By definition, a Market Disruptor is a person or company that leads the fundamental transformation of an entire industry.  That transformation can take the form of a vision for a new product or service or a new business model for delivering the value-chain.  Market Disruptions, like political revolutions, can be messy and leave collateral damage.  The end-result is intended to be innovation and greater value for the customer.  It doesn’t always work out that way, but that is the general concept.

Whether you love them or hate them, Market Disruptors have brought us many things we take for granted in the 21st century.  Amazon commercialized online retail.  Apple brought us the modern smartphone.  Netflix pioneered video-on-demand and streaming.  Uber brought us ride share.  Door Dash took food delivery beyond pizza.  Tesla made the electric car a practical reality. 

There are countless other examples, but in each case the new entrant fundamentally changed a product offering and/or how it was delivered to the end customer.  The Market Disruptor breaks with convention and the established approach through genuine innovation.  These market redefining innovations usually began with seemingly unlikely start-up companies.

 

The Risk Reward Trade-off of Agility

Start-up businesses are faster paced and more nimble than larger bureaucratic companies.  There are fewer layers of management, which reduces decision time.  There are fewer competing initiatives, so the entire team can focus on the development of a singular innovation. 

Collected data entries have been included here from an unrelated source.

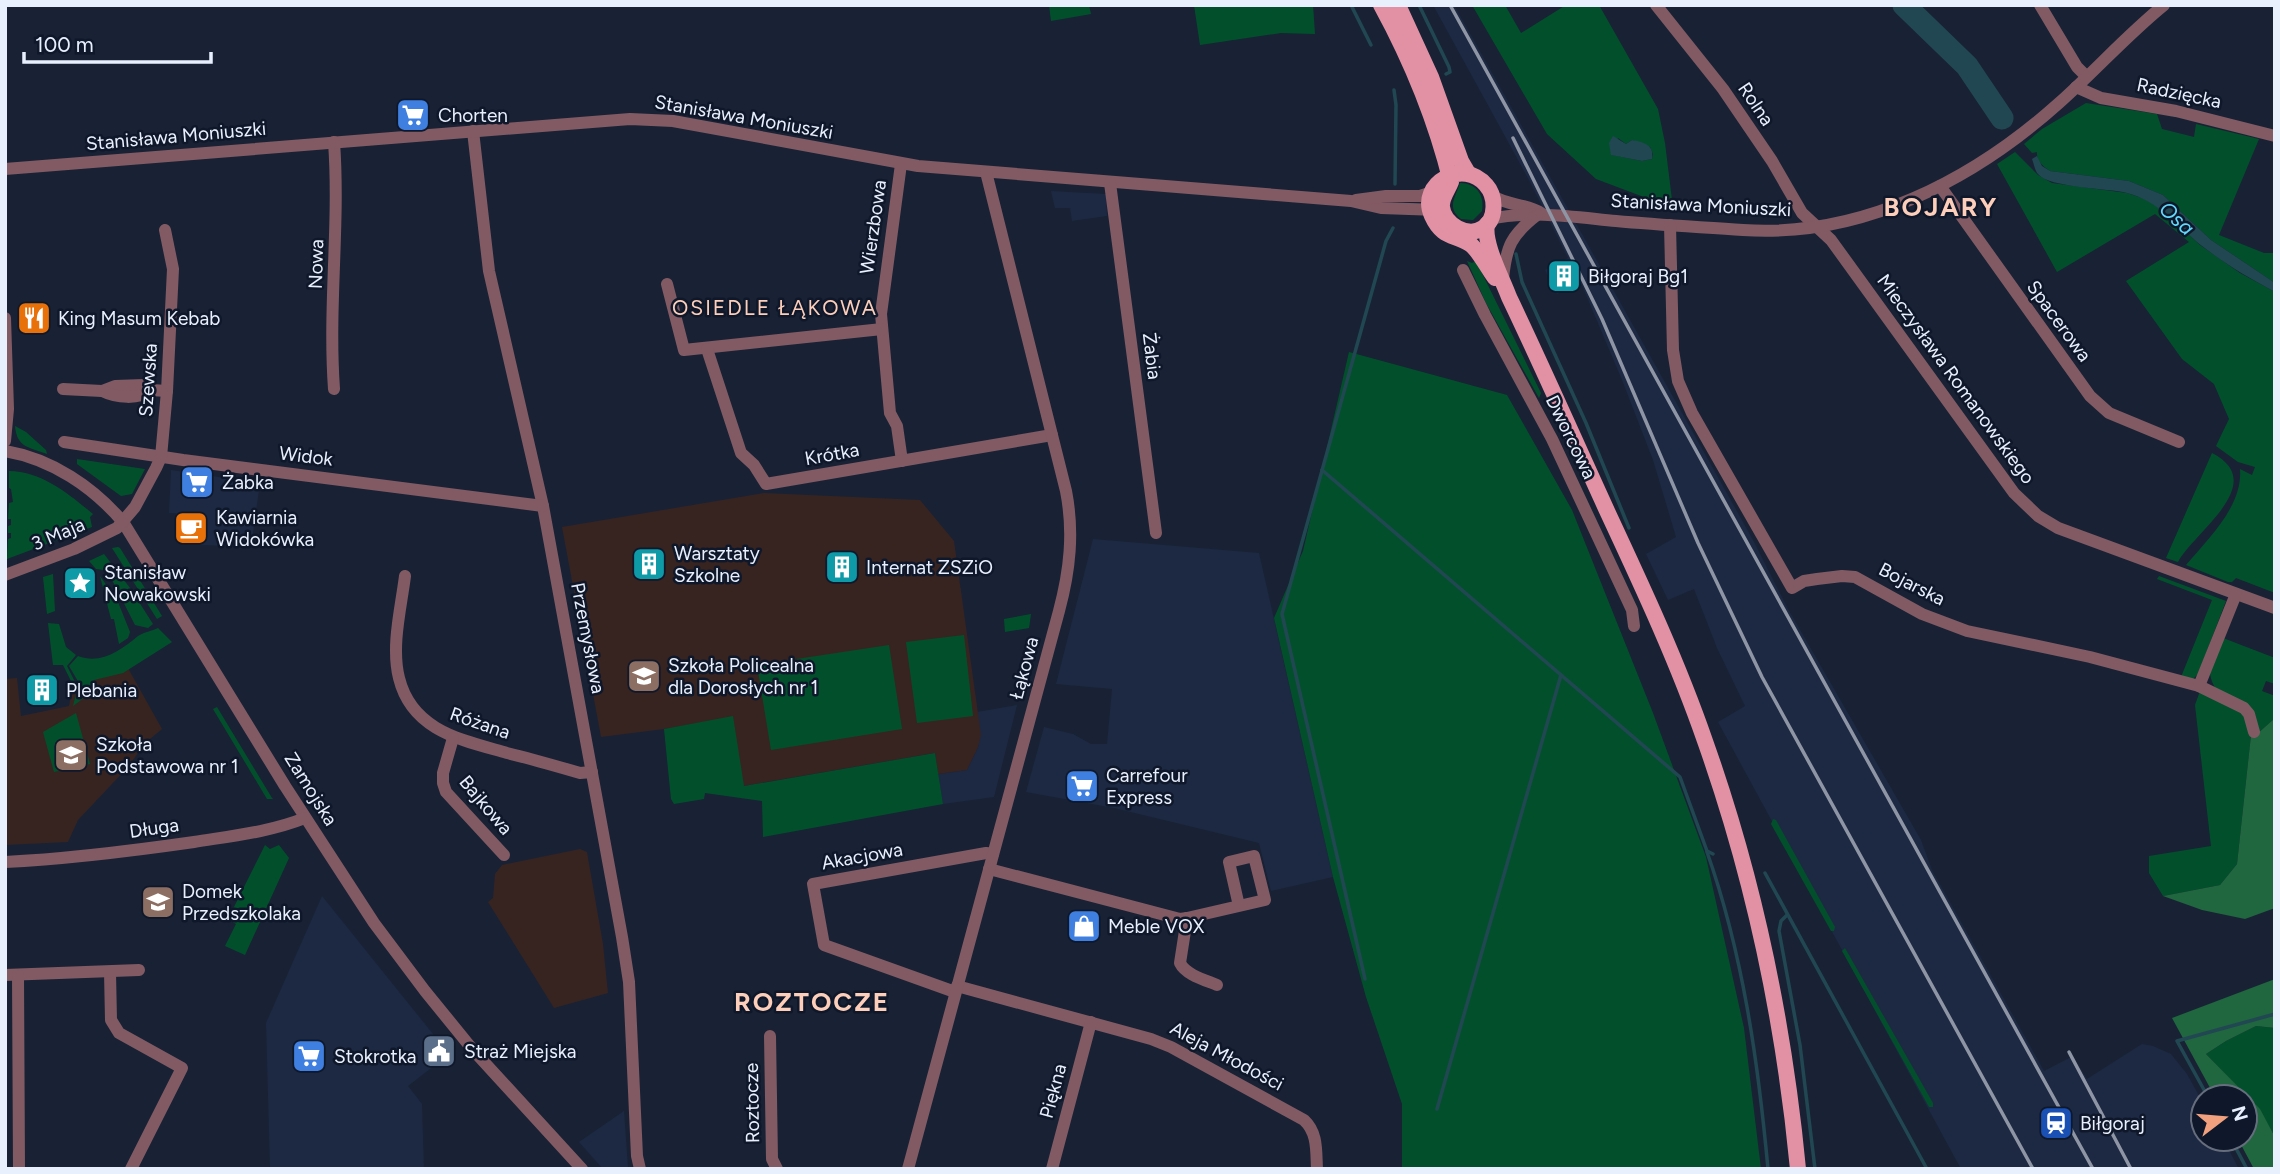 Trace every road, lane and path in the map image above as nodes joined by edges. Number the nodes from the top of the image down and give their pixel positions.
1 (1381, 5) edge
2 (1398, 5) edge
3 (1656, 5) edge
4 (2040, 5) edge
5 (2164, 5) edge
6 (2087, 76) junction
7 (2076, 87) junction
8 (473, 131) junction
9 (2275, 136) edge
10 (334, 142) junction
11 (901, 164) junction
12 (5, 169) edge
13 (986, 173) junction
14 (1468, 173) junction
15 (1449, 175) junction
16 (1110, 183) junction
17 (1940, 186) junction
18 (1432, 192) junction
19 (1493, 196) junction
20 (1351, 201) junction
21 (1437, 213) junction
22 (1539, 214) junction
23 (1488, 222) junction
24 (1670, 225) junction
25 (1817, 228) junction
26 (165, 230) dead end
27 (1463, 270) dead end
28 (667, 284) dead end
29 (1506, 289) junction
30 (5, 318) edge
31 (881, 329) junction
32 (707, 349) junction
33 (334, 388) dead end
34 (63, 389) dead end
35 (167, 391) junction
36 (1556, 396) junction
37 (1535, 406) junction
38 (1052, 435) junction
39 (5, 441) edge
40 (64, 442) dead end
41 (2179, 442) dead end
42 (5, 451) edge
43 (161, 457) junction
44 (902, 461) junction
45 (543, 506) junction
46 (123, 522) junction
47 (1156, 533) dead end
48 (5, 575) edge
49 (405, 576) dead end
50 (2236, 594) junction
51 (2275, 608) edge
52 (1634, 626) dead end
53 (2199, 686) junction
54 (2254, 732) dead end
55 (453, 738) junction
56 (592, 772) junction
57 (305, 818) junction
58 (993, 854) junction
59 (504, 855) dead end
60 (5, 862) edge
61 (989, 869) junction
62 (1239, 906) dead end
63 (1187, 918) junction
64 (139, 970) dead end
65 (110, 972) junction
66 (12, 975) edge
67 (1217, 985) dead end
68 (956, 989) junction
69 (1091, 1022) junction
70 (770, 1035) dead end
71 (637, 1165) edge
72 (581, 1168) edge
73 (19, 1169) edge
74 (131, 1169) edge
75 (777, 1169) edge
76 (908, 1169) edge
77 (1052, 1169) edge
78 (1317, 1169) edge
79 (1798, 1169) edge

1 - 15 main road
2 - 14 main road
3 - 25 street, Rolna
4 - 6 street
5 - 6 street, Stanisława Moniuszki
6 - 7 street, Stanisława Moniuszki
7 - 9 street, Radzięcka
7 - 17 street, Stanisława Moniuszki
8 - 10 street, Stanisława Moniuszki
8 - 11 street, Stanisława Moniuszki
8 - 45 street, Przemysłowa
10 - 12 street, Stanisława Moniuszki
10 - 33 street, Nowa
11 - 13 street, Stanisława Moniuszki
11 - 31 street, Wierzbowa
13 - 16 street, Stanisława Moniuszki
13 - 38 street, Łąkowa
14 - 15 main road
14 - 19 main road
15 - 18 main road
15 - 21 main road
16 - 20 street, Stanisława Moniuszki
16 - 47 street, Żabia
17 - 25 street, Stanisława Moniuszki
17 - 41 street, Spacerowa
18 - 20 street, Stanisława Moniuszki
18 - 21 main road
19 - 22 street, Stanisława Moniuszki
19 - 23 main road
20 - 21 street, Stanisława Moniuszki
21 - 23 main road
21 - 29 main road
22 - 23 street, Stanisława Moniuszki
22 - 24 street, Stanisława Moniuszki
22 - 29 street
23 - 29 main road
24 - 25 street, Stanisława Moniuszki
24 - 53 street, Bojarska
25 - 50 street, Mieczysława Romanowskiego
26 - 35 street, Szewska
27 - 37 street, Dworcowa
28 - 32 street
29 - 36 main road
30 - 39 street
31 - 32 street
31 - 44 street, Wierzbowa
32 - 44 street, Krótka
34 - 35 street
35 - 43 street, Szewska
36 - 37 street
36 - 79 main road
37 - 52 street, Dworcowa
38 - 44 street, Krótka
38 - 58 street, Łąkowa
40 - 43 street, Widok
42 - 46 street, Zamojska
43 - 45 street, Widok
43 - 46 street, Szewska
45 - 56 street, Przemysłowa
46 - 48 street, 3 Maja
46 - 57 street, Zamojska
49 - 55 street, Różana
50 - 51 street, Mieczysława Romanowskiego
50 - 53 street
53 - 54 street, Bojarska
55 - 56 street, Różana
55 - 59 street, Bajkowa
56 - 71 street, Przemysłowa
57 - 60 street, Długa
57 - 72 street, Zamojska
58 - 61 street, Łąkowa
58 - 68 street, Akacjowa
61 - 63 street
61 - 68 street, Łąkowa
62 - 63 street
63 - 67 street
64 - 65 street
65 - 66 street
65 - 74 street
66 - 73 street
68 - 69 street, Aleja Młodości
68 - 76 street, Łąkowa
69 - 77 street, Piękna
69 - 78 street, Aleja Młodości
70 - 75 street, Roztocze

Start-up companies, especially those funded privately or through venture capital, are unencumbered by the short-term earnings expectations of their publicly traded counterparts.  Their boards of directors and investors often expect the business to lose money during the development phase.  This provides more latitude to experiment and even make mistakes, presumably to learn quickly and take appropriate course corrections.  Such freedom is absolutely essential to nurture product development and go-to-market creativity.

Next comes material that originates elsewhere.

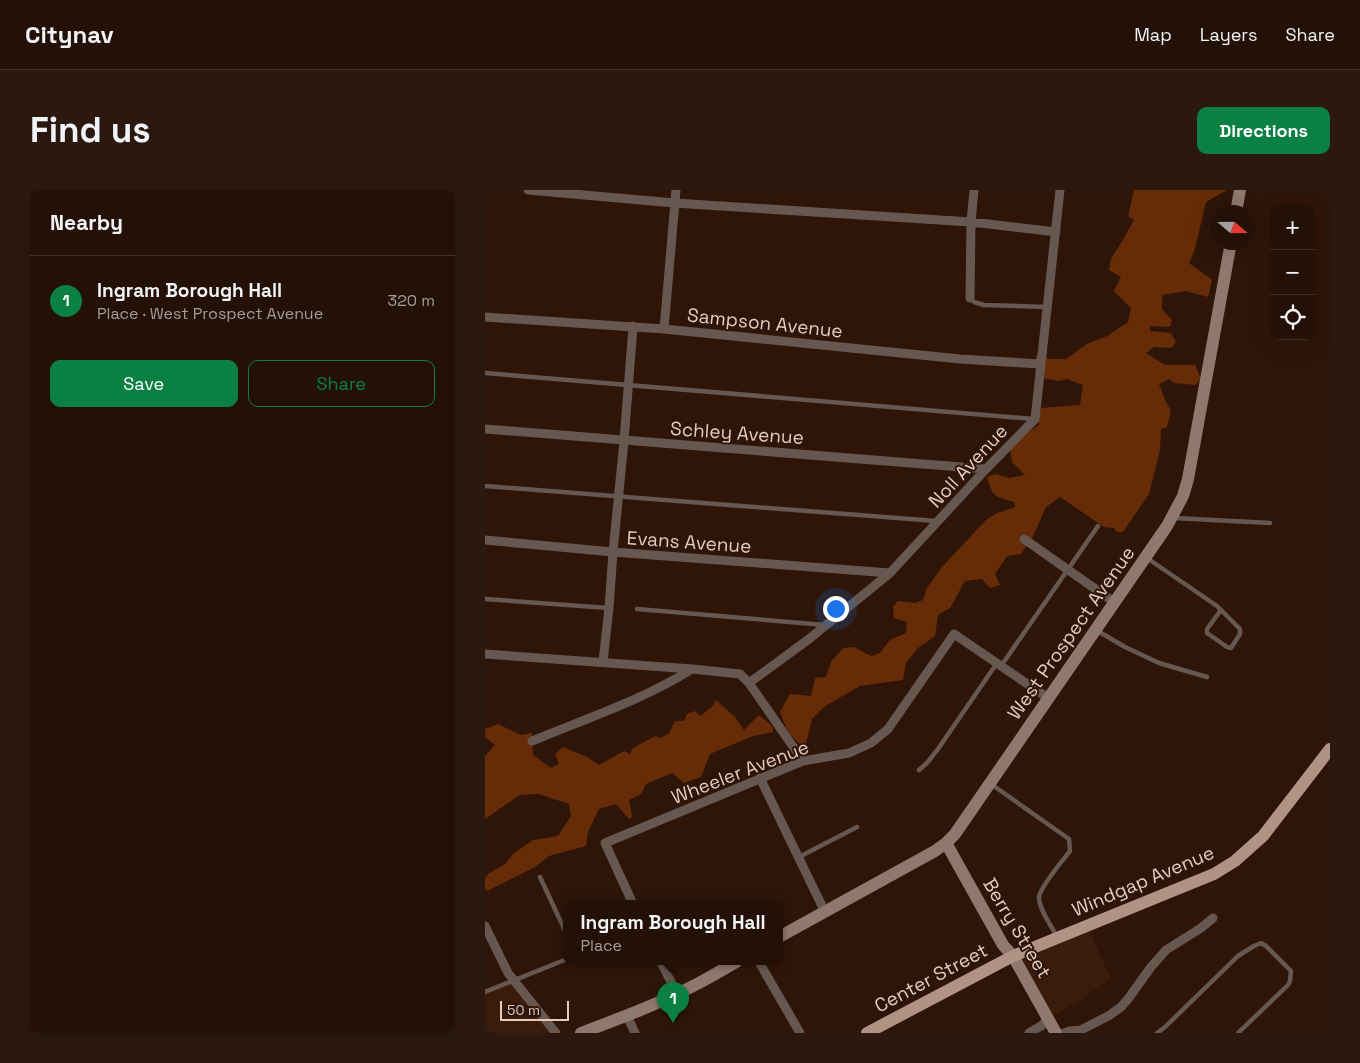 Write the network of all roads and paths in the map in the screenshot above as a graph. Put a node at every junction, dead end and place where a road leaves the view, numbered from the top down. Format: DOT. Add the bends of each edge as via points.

However, there is a flip side to this unstructured agility.  It often means little to no oversight or corporate governance.  The Board of Directors of the start-up may be composed of friends and family or unsophisticated investors, who trust the visionary CEO without question.  Start-ups generally lack formal mechanisms for compliance or the checks and balances of established organizations.  While the start-up can empower accelerated development, the lack of discipline and best practices creates a potential for catastrophic missteps.  This all contributes to the increased risk reward ratio for the start-up investor.

 

Misadventures of Three Wayward Disruptors

To be the founder of a successful Market Disruptor is the penultimate business leadership experience.  Yet to join the billionaire ranks of Steve Jobs, Jeff Bezos or Elon Musk requires extraordinary intellect, access to resources, and undeterred perseverance.  To even think you might have what it takes, also requires and outsized sense of self-confidence.

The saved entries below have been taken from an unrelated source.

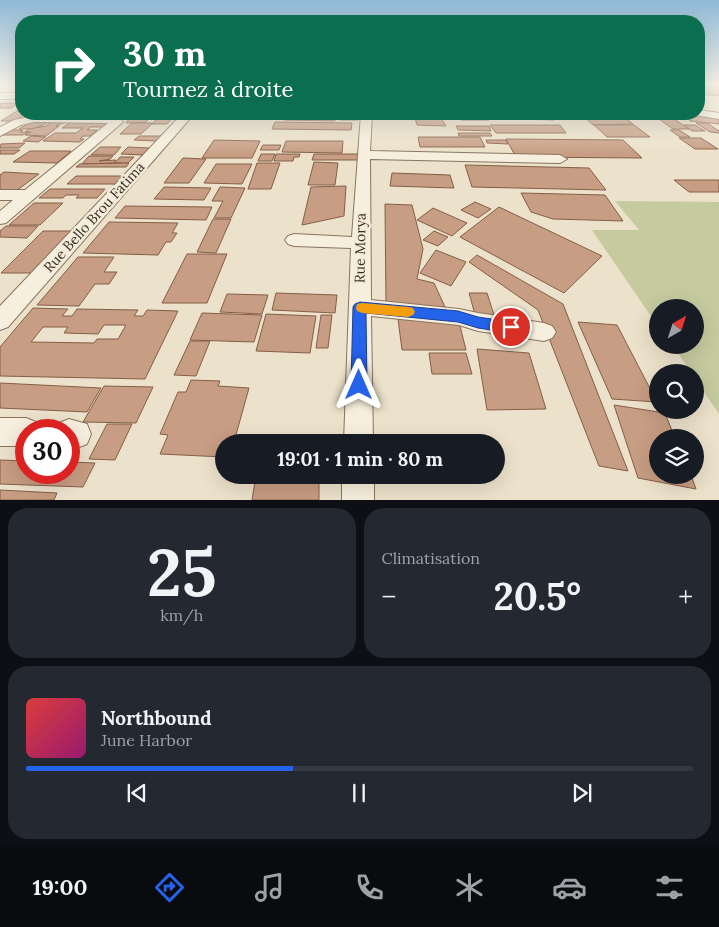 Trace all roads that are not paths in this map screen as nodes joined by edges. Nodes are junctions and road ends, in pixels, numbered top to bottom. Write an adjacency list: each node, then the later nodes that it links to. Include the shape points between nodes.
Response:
1 (705, 114): 2 (street)
2 (719, 116)
3 (26, 120): 7 (street)
4 (120, 120): 11 (street)
5 (183, 120): 16 (street, Rue Bello Brou Fatima)
6 (366, 120): 8 (street, Rue Morya)
7 (0, 132)
8 (363, 155): 9 (street); 14 (street, Rue Morya)
9 (560, 159)
10 (0, 195): 11 (street)
11 (29, 195): 12 (street)
12 (0, 219)
13 (294, 240): 14 (street)
14 (360, 243): 15 (street, Rue Morya)
15 (360, 307): 17 (street, via 458,317); 20 (street, Rue Morya)
16 (0, 321)
17 (544, 332)
18 (0, 432): 19 (street)
19 (15, 432)
20 (358, 434)
21 (358, 484): 22 (street)
22 (358, 500)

We live in a time where the “Market Disruptor” is often revered like a modern-day knight in shining armor, leaping over the thorned thicket of industry convention and regulatory bureaucracy to bring the holy grail of innovation to the people.  No doubt this view contributed to the misplaced trust in some recent dubious company executives.

Martin Shkreli, the founder and CEO of former pharmaceutical company Retrophin, first attained infamy for jacking up the price of the HIV drug Daraprim from $13 a pill to a whopping $750 per pill.  That is a more than 50 times or a 5,000% increase for no reason other than pure profiteering.   But being a greedy anti-humanitarian is not a crime.  It was securities fraud and breach of fiduciary responsibility that led to his 2017 conviction, a sentence of 7 years in prison, a $64M civil fine, and a ban for life from working in the pharmaceutical industry. 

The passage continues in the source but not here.